**TASK REQUIREMENTS:** When you transcribe the listing, keep each line exact and drop the pictures.

**SUPPLIED MATERIAL:**
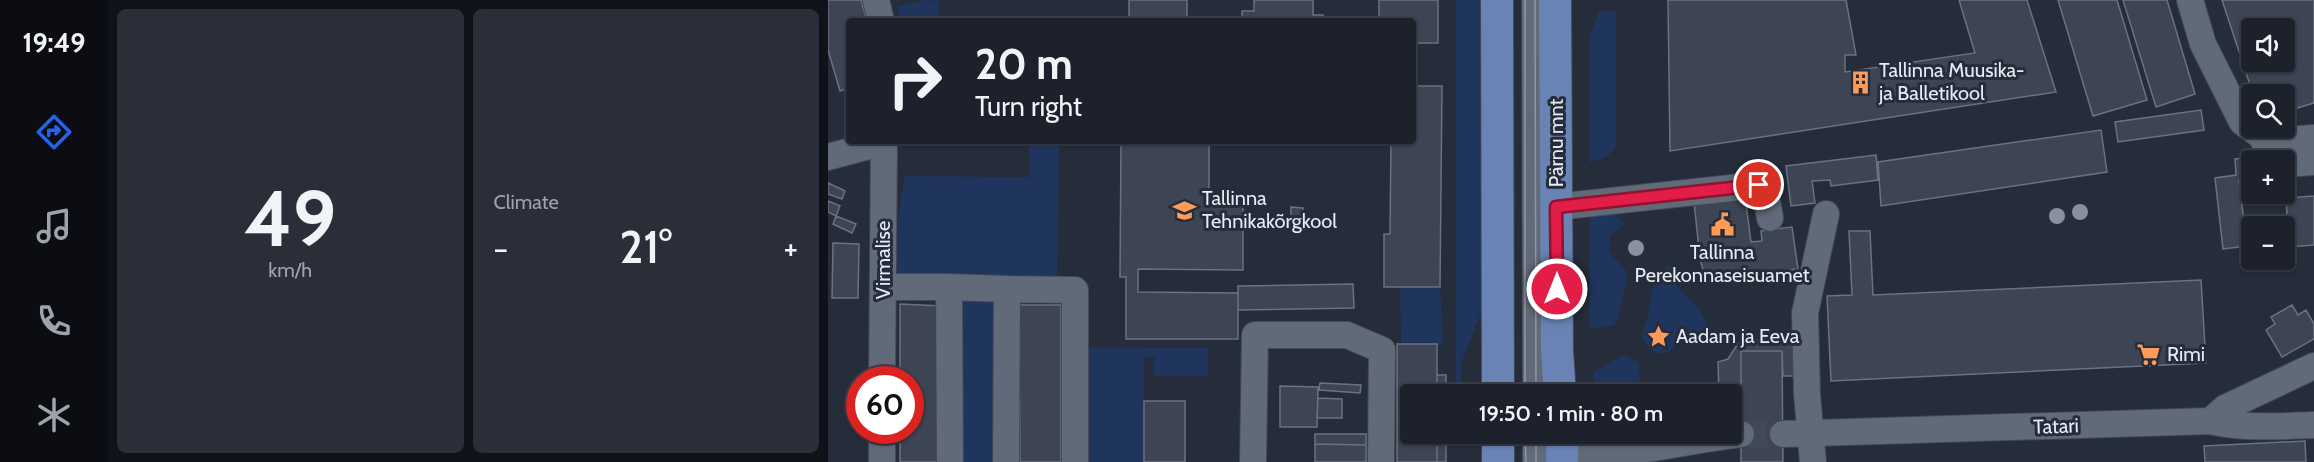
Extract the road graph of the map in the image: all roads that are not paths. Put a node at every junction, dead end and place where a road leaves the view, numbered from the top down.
1 (876, 0) edge
2 (1497, 0) edge
3 (1536, 0) edge
4 (1556, 0) edge
5 (2190, 0) edge
6 (880, 18) edge
7 (2241, 120) edge
8 (2274, 138) edge
9 (2314, 138) edge
10 (874, 144) edge
11 (884, 144) edge
12 (828, 157) edge
13 (2295, 162) edge
14 (2314, 162) edge
15 (1556, 207) junction
16 (1826, 214) dead end
17 (1770, 218) dead end
18 (883, 287) junction
19 (949, 287) junction
20 (1007, 289) junction
21 (882, 366) edge
22 (2314, 366) edge
23 (1498, 384) edge
24 (1536, 384) edge
25 (1559, 384) edge
26 (2210, 420) junction
27 (2314, 425) edge
28 (1783, 434) tunnel mouth
29 (1810, 434) junction
30 (882, 444) edge
31 (1498, 444) edge
32 (1671, 444) edge
33 (1555, 454) edge
34 (882, 462) edge
35 (950, 462) edge
36 (1006, 462) edge
37 (1075, 462) edge
38 (1253, 462) edge
39 (1381, 462) edge
40 (1497, 462) edge
41 (1813, 462) edge

1 - 6 street
2 - 23 main road
3 - 24 street
4 - 15 main road, Pärnu mnt
5 - 7 street
8 - 9 street
10 - 12 street
11 - 18 street, Virmalise
13 - 14 street
15 - 17 street
15 - 25 main road, Pärnu mnt
16 - 29 street
18 - 19 street
18 - 21 street, Virmalise
19 - 20 street
19 - 35 street
20 - 36 street
20 - 37 street
22 - 26 street
26 - 27 street, Tatari
26 - 29 street, Tatari
28 - 29 street, Tatari
29 - 41 street
30 - 34 street
31 - 40 main road
32 - 33 street
38 - 39 street

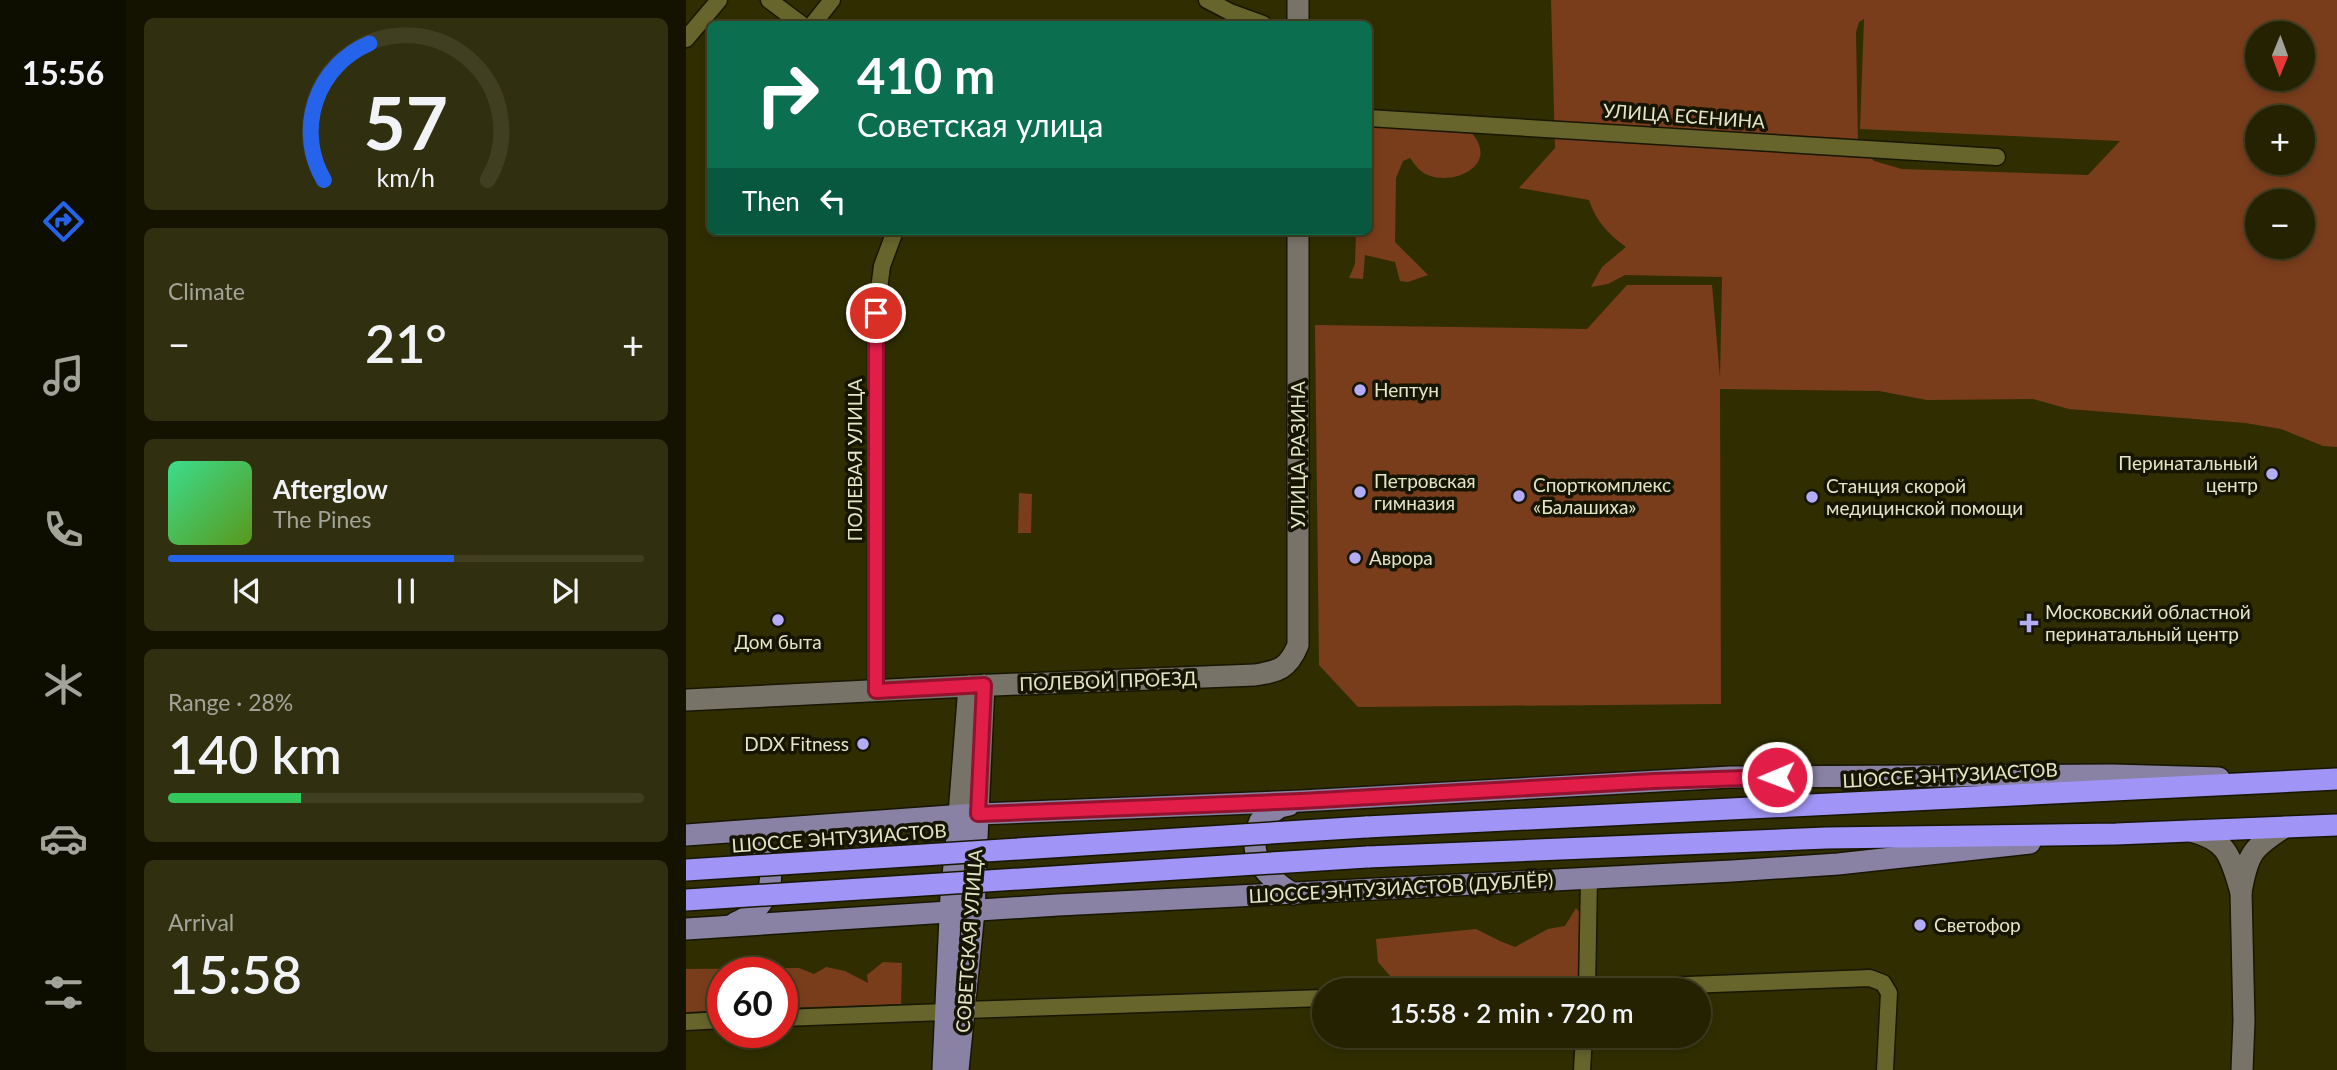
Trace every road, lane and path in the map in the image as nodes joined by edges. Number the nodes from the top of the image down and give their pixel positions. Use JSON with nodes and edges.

**RESPONSE AREA:**
Extract the road graph of the map in the image: all roads that are not paths. Put a node at every junction, dead end and place where a road leaves the view, numbered from the top down.
1 (876, 0) edge
2 (1497, 0) edge
3 (1536, 0) edge
4 (1556, 0) edge
5 (2190, 0) edge
6 (880, 18) edge
7 (2241, 120) edge
8 (2274, 138) edge
9 (2314, 138) edge
10 (874, 144) edge
11 (884, 144) edge
12 (828, 157) edge
13 (2295, 162) edge
14 (2314, 162) edge
15 (1556, 207) junction
16 (1826, 214) dead end
17 (1770, 218) dead end
18 (883, 287) junction
19 (949, 287) junction
20 (1007, 289) junction
21 (882, 366) edge
22 (2314, 366) edge
23 (1498, 384) edge
24 (1536, 384) edge
25 (1559, 384) edge
26 (2210, 420) junction
27 (2314, 425) edge
28 (1783, 434) tunnel mouth
29 (1810, 434) junction
30 (882, 444) edge
31 (1498, 444) edge
32 (1671, 444) edge
33 (1555, 454) edge
34 (882, 462) edge
35 (950, 462) edge
36 (1006, 462) edge
37 (1075, 462) edge
38 (1253, 462) edge
39 (1381, 462) edge
40 (1497, 462) edge
41 (1813, 462) edge

1 - 6 street
2 - 23 main road
3 - 24 street
4 - 15 main road, Pärnu mnt
5 - 7 street
8 - 9 street
10 - 12 street
11 - 18 street, Virmalise
13 - 14 street
15 - 17 street
15 - 25 main road, Pärnu mnt
16 - 29 street
18 - 19 street
18 - 21 street, Virmalise
19 - 20 street
19 - 35 street
20 - 36 street
20 - 37 street
22 - 26 street
26 - 27 street, Tatari
26 - 29 street, Tatari
28 - 29 street, Tatari
29 - 41 street
30 - 34 street
31 - 40 main road
32 - 33 street
38 - 39 street

Trace every road, lane and path in the map in the image as nodes joined by edges. Number the nodes from the top of the image down and give their pixel positions. Use JSON with nodes and edges.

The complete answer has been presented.